EXERCISE OBJECTIVE> Apart from the images, reproduce all of the data word for word.

EXTRACTED MATERIAL>
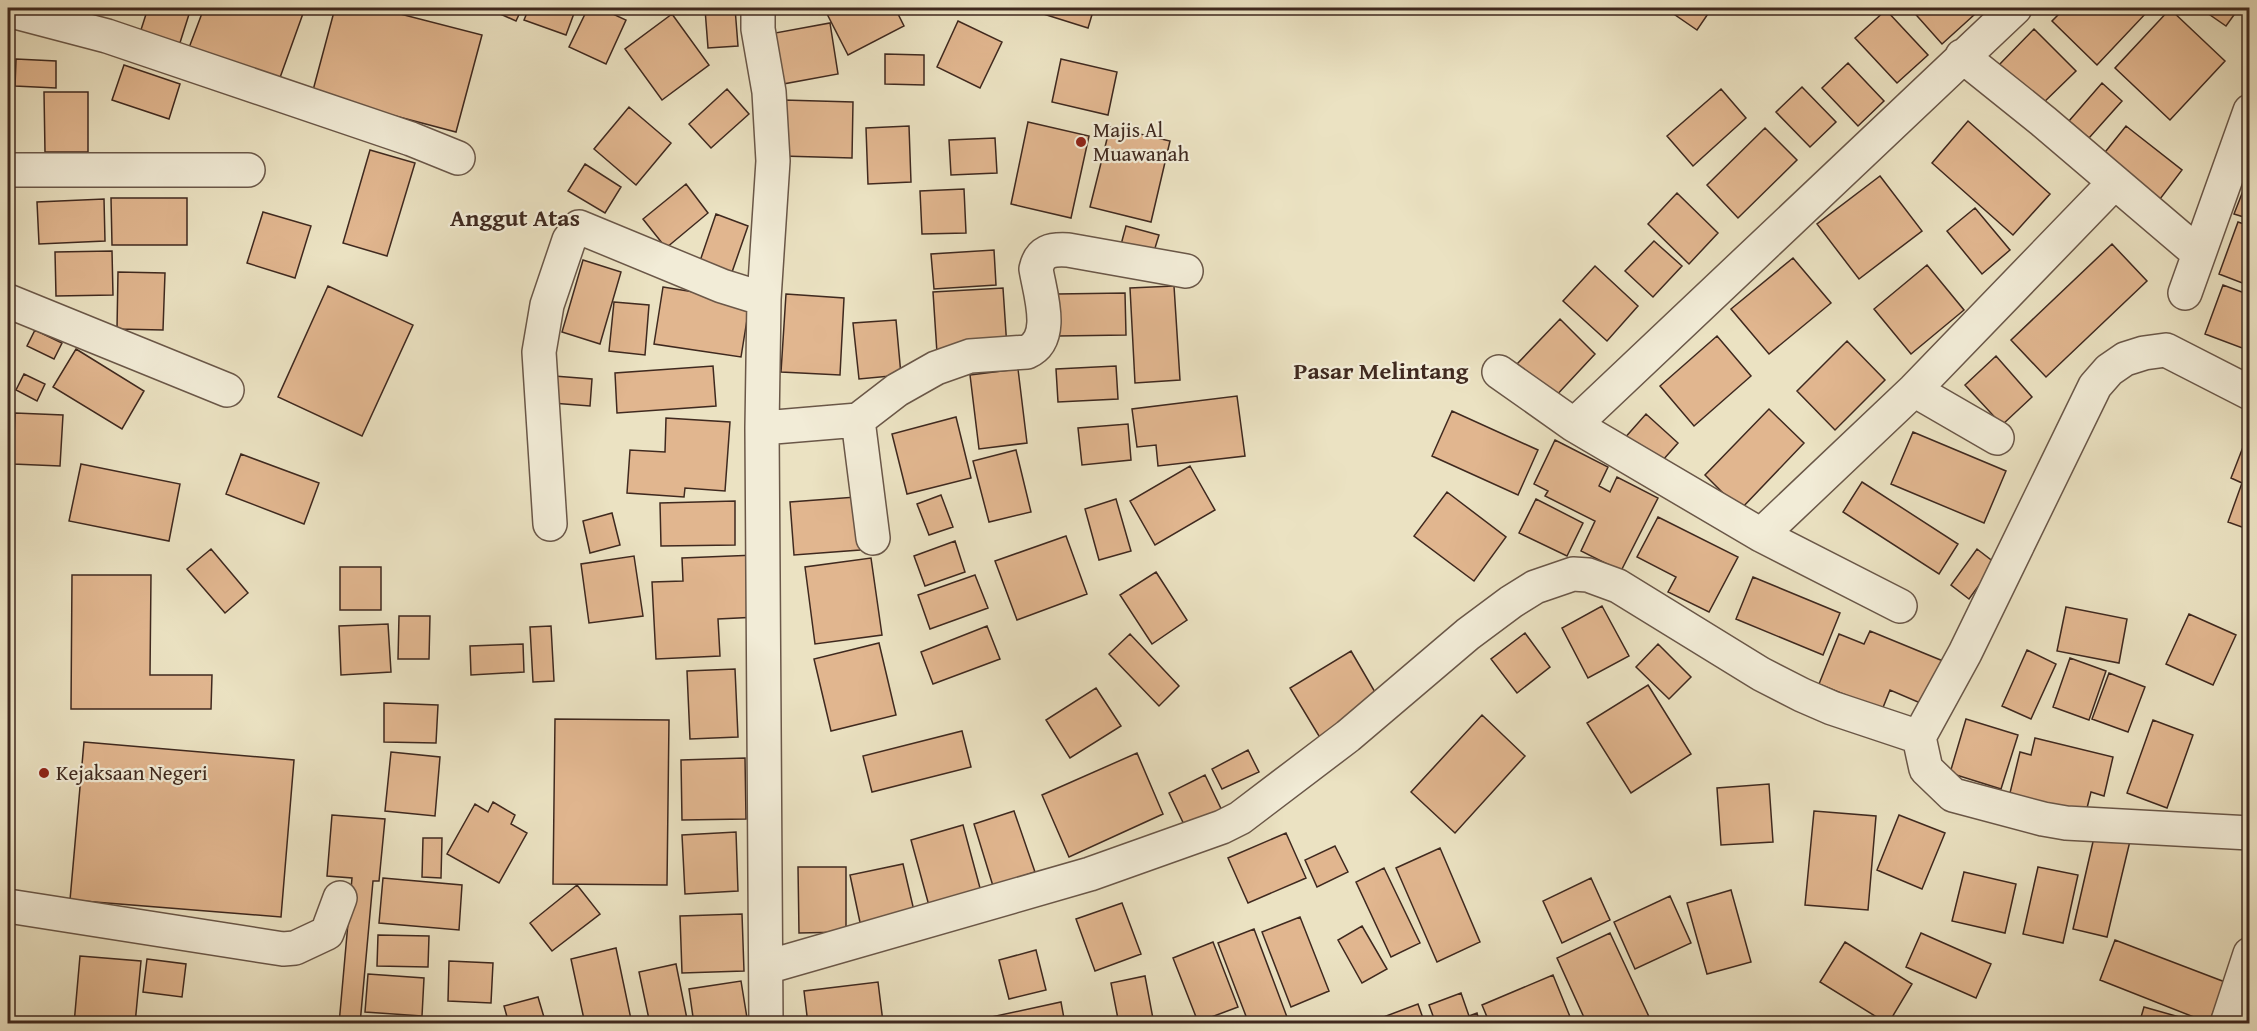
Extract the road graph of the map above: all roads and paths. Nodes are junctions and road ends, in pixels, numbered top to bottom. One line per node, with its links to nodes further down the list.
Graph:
1 (758, 8): 13 (street)
2 (2015, 8): 4 (street)
3 (8, 10): 6 (street)
4 (1962, 56): 9 (street); 20 (street)
5 (2250, 111): 10 (street)
6 (458, 158)
7 (8, 170): 8 (street)
8 (248, 170)
9 (2114, 183): 10 (street); 17 (street)
10 (2198, 253): 12 (street)
11 (1186, 271): 19 (street)
12 (2185, 293)
13 (764, 298): 21 (street); 23 (street)
14 (8, 301): 16 (street)
15 (1498, 372): 20 (street)
16 (228, 390)
17 (1914, 390): 22 (street); 24 (street)
18 (2250, 393): 27 (street)
19 (858, 420): 21 (street); 25 (street)
20 (1574, 425): 24 (street)
21 (762, 428): 32 (street)
22 (1997, 438)
23 (549, 524)
24 (1761, 535): 26 (street)
25 (873, 538)
26 (1900, 606)
27 (1919, 737): 28 (street); 32 (street)
28 (2250, 833)
29 (340, 898): 30 (street)
30 (8, 906)
31 (2250, 954): 34 (street)
32 (767, 967): 33 (street)
33 (766, 1023)
34 (2227, 1023)

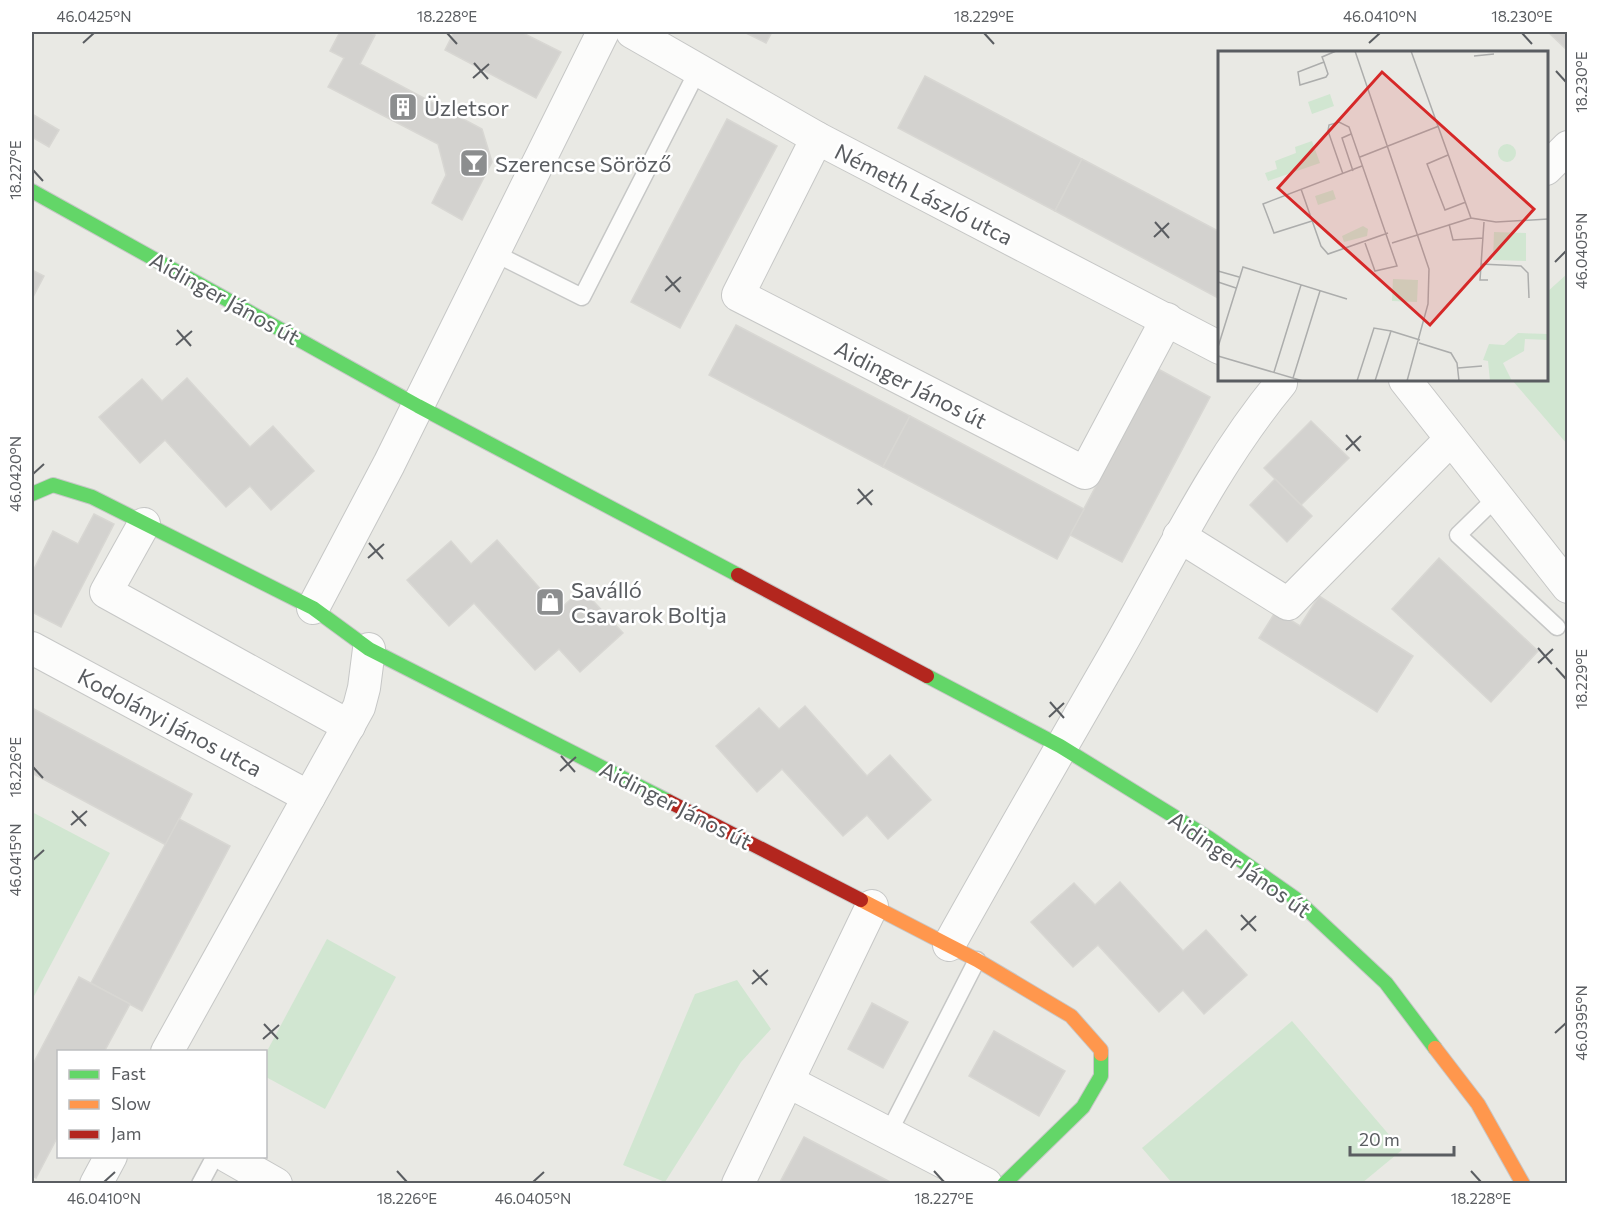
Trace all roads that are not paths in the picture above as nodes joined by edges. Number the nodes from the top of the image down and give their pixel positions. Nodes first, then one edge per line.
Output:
1 (603, 32) edge
2 (632, 32) edge
3 (698, 70) junction
4 (817, 138) junction
5 (1568, 147) edge
6 (1548, 167) edge
7 (32, 191) edge
8 (494, 253) junction
9 (1167, 319) junction
10 (1218, 347) edge
11 (1281, 381) edge
12 (1406, 381) edge
13 (418, 406) junction
14 (1451, 439) junction
15 (32, 493) edge
16 (1497, 497) junction
17 (144, 524) junction
18 (1179, 536) junction
19 (1568, 588) edge
20 (313, 608) junction
21 (1557, 627) dead end
22 (32, 648) edge
23 (369, 650) junction
24 (349, 726) junction
25 (1060, 746) junction
26 (309, 797) junction
27 (872, 906) junction
28 (949, 945) junction
29 (977, 960) junction
30 (168, 1050) edge
31 (789, 1082) junction
32 (889, 1132) junction
33 (110, 1158) edge
34 (214, 1158) edge
35 (230, 1158) edge
36 (96, 1184) edge
37 (200, 1184) edge
38 (276, 1184) edge
39 (738, 1184) edge
40 (986, 1184) edge
41 (1004, 1184) edge
42 (1523, 1184) edge

1 - 8 street
2 - 3 street, Németh László utca
3 - 4 street, Németh László utca
3 - 8 lane
4 - 9 street, Németh László utca
4 - 9 street, Aidinger János út
5 - 6 street
7 - 13 street, Aidinger János út
8 - 13 street
9 - 10 street, Németh László utca
11 - 18 street
12 - 14 street
13 - 20 street
13 - 25 street, Aidinger János út
14 - 16 street
14 - 18 street
15 - 17 street, Aidinger János út
16 - 19 street
16 - 21 lane
17 - 20 street, Aidinger János út
17 - 24 street
18 - 25 street
20 - 23 street, Aidinger János út
22 - 26 street, Kodolányi János utca
23 - 24 street
23 - 27 street, Aidinger János út
24 - 26 street
25 - 28 street
25 - 42 street, Aidinger János út
26 - 30 street
27 - 28 street, Aidinger János út
27 - 31 street
28 - 29 street, Aidinger János út
29 - 32 lane
29 - 41 street, Aidinger János út
31 - 32 street
31 - 39 street
32 - 40 street
33 - 36 street
34 - 37 lane
35 - 38 street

RESPONSE TO THE EXERCISE>
Extract the road graph of the map above: all roads and paths. Nodes are junctions and road ends, in pixels, numbered top to bottom. One line per node, with its links to nodes further down the list.
Graph:
1 (758, 8): 13 (street)
2 (2015, 8): 4 (street)
3 (8, 10): 6 (street)
4 (1962, 56): 9 (street); 20 (street)
5 (2250, 111): 10 (street)
6 (458, 158)
7 (8, 170): 8 (street)
8 (248, 170)
9 (2114, 183): 10 (street); 17 (street)
10 (2198, 253): 12 (street)
11 (1186, 271): 19 (street)
12 (2185, 293)
13 (764, 298): 21 (street); 23 (street)
14 (8, 301): 16 (street)
15 (1498, 372): 20 (street)
16 (228, 390)
17 (1914, 390): 22 (street); 24 (street)
18 (2250, 393): 27 (street)
19 (858, 420): 21 (street); 25 (street)
20 (1574, 425): 24 (street)
21 (762, 428): 32 (street)
22 (1997, 438)
23 (549, 524)
24 (1761, 535): 26 (street)
25 (873, 538)
26 (1900, 606)
27 (1919, 737): 28 (street); 32 (street)
28 (2250, 833)
29 (340, 898): 30 (street)
30 (8, 906)
31 (2250, 954): 34 (street)
32 (767, 967): 33 (street)
33 (766, 1023)
34 (2227, 1023)

Trace all roads that are not paths in the picture above as nodes joined by edges. Number the nodes from the top of the image down and give their pixel positions. Nodes first, then one edge per line.
Output:
1 (603, 32) edge
2 (632, 32) edge
3 (698, 70) junction
4 (817, 138) junction
5 (1568, 147) edge
6 (1548, 167) edge
7 (32, 191) edge
8 (494, 253) junction
9 (1167, 319) junction
10 (1218, 347) edge
11 (1281, 381) edge
12 (1406, 381) edge
13 (418, 406) junction
14 (1451, 439) junction
15 (32, 493) edge
16 (1497, 497) junction
17 (144, 524) junction
18 (1179, 536) junction
19 (1568, 588) edge
20 (313, 608) junction
21 (1557, 627) dead end
22 (32, 648) edge
23 (369, 650) junction
24 (349, 726) junction
25 (1060, 746) junction
26 (309, 797) junction
27 (872, 906) junction
28 (949, 945) junction
29 (977, 960) junction
30 (168, 1050) edge
31 (789, 1082) junction
32 (889, 1132) junction
33 (110, 1158) edge
34 (214, 1158) edge
35 (230, 1158) edge
36 (96, 1184) edge
37 (200, 1184) edge
38 (276, 1184) edge
39 (738, 1184) edge
40 (986, 1184) edge
41 (1004, 1184) edge
42 (1523, 1184) edge

1 - 8 street
2 - 3 street, Németh László utca
3 - 4 street, Németh László utca
3 - 8 lane
4 - 9 street, Németh László utca
4 - 9 street, Aidinger János út
5 - 6 street
7 - 13 street, Aidinger János út
8 - 13 street
9 - 10 street, Németh László utca
11 - 18 street
12 - 14 street
13 - 20 street
13 - 25 street, Aidinger János út
14 - 16 street
14 - 18 street
15 - 17 street, Aidinger János út
16 - 19 street
16 - 21 lane
17 - 20 street, Aidinger János út
17 - 24 street
18 - 25 street
20 - 23 street, Aidinger János út
22 - 26 street, Kodolányi János utca
23 - 24 street
23 - 27 street, Aidinger János út
24 - 26 street
25 - 28 street
25 - 42 street, Aidinger János út
26 - 30 street
27 - 28 street, Aidinger János út
27 - 31 street
28 - 29 street, Aidinger János út
29 - 32 lane
29 - 41 street, Aidinger János út
31 - 32 street
31 - 39 street
32 - 40 street
33 - 36 street
34 - 37 lane
35 - 38 street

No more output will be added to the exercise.